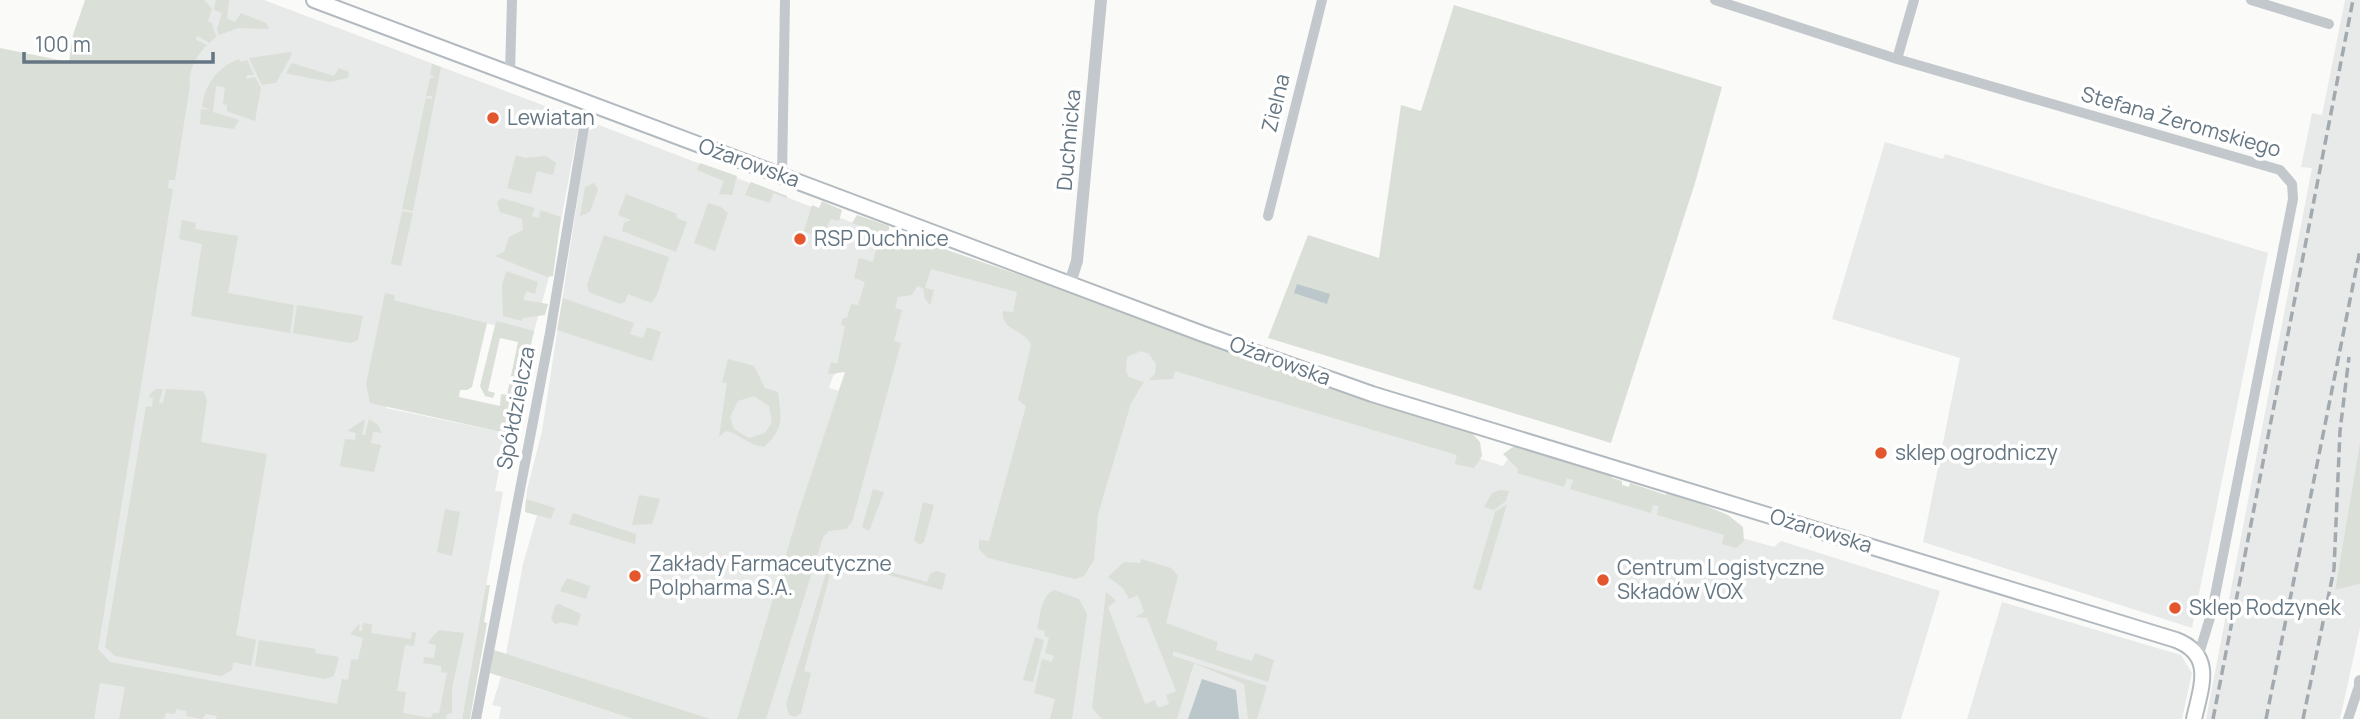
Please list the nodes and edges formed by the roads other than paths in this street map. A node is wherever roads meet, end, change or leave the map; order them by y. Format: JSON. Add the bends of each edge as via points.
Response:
{"nodes":[{"id":1,"x":314,"y":0,"type":"edge"},
{"id":2,"x":512,"y":0,"type":"edge"},
{"id":3,"x":785,"y":0,"type":"edge"},
{"id":4,"x":1101,"y":0,"type":"edge"},
{"id":5,"x":1322,"y":0,"type":"edge"},
{"id":6,"x":1715,"y":0,"type":"edge"},
{"id":7,"x":1914,"y":0,"type":"edge"},
{"id":8,"x":2250,"y":0,"type":"edge"},
{"id":9,"x":2329,"y":24,"type":"dead end"},
{"id":10,"x":1897,"y":59,"type":"junction"},
{"id":11,"x":510,"y":73,"type":"junction"},
{"id":12,"x":588,"y":103,"type":"junction"},
{"id":13,"x":782,"y":176,"type":"junction"},
{"id":14,"x":1268,"y":216,"type":"dead end"},
{"id":15,"x":1070,"y":283,"type":"junction"},
{"id":16,"x":2199,"y":654,"type":"junction"},
{"id":17,"x":2359,"y":687,"type":"edge"},
{"id":18,"x":476,"y":719,"type":"edge"},
{"id":19,"x":2194,"y":719,"type":"edge"},
{"id":20,"x":2348,"y":719,"type":"edge"}],
"edges":[{"from":1,"to":11,"type":"main road","name":"Ożarowska"},
{"from":2,"to":11,"type":"street"},
{"from":3,"to":13,"type":"street"},
{"from":4,"to":15,"type":"street","name":"Duchnicka","via":[[1077,261]]},
{"from":5,"to":14,"type":"street","name":"Zielna"},
{"from":6,"to":10,"type":"street","name":"Stefana Żeromskiego"},
{"from":7,"to":10,"type":"street"},
{"from":8,"to":9,"type":"street"},
{"from":10,"to":16,"type":"street","name":"Stefana Żeromskiego","via":[[2280,170],[2292,184],[2293,199]]},
{"from":11,"to":12,"type":"main road","name":"Ożarowska"},
{"from":12,"to":13,"type":"main road","name":"Ożarowska"},
{"from":12,"to":18,"type":"street","name":"Spółdzielcza","via":[[550,333]]},
{"from":13,"to":15,"type":"main road","name":"Ożarowska"},
{"from":15,"to":16,"type":"main road","name":"Ożarowska","via":[[1372,394],[2176,640]]},
{"from":16,"to":19,"type":"main road","via":[[2203,669]]},
{"from":17,"to":20,"type":"street"}]}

→ **WHAT TO PRODUCE**: Within the records, on how many lines does the word "main" appear? Provide the number alone.

→ **YOUR SOLUTION**: 6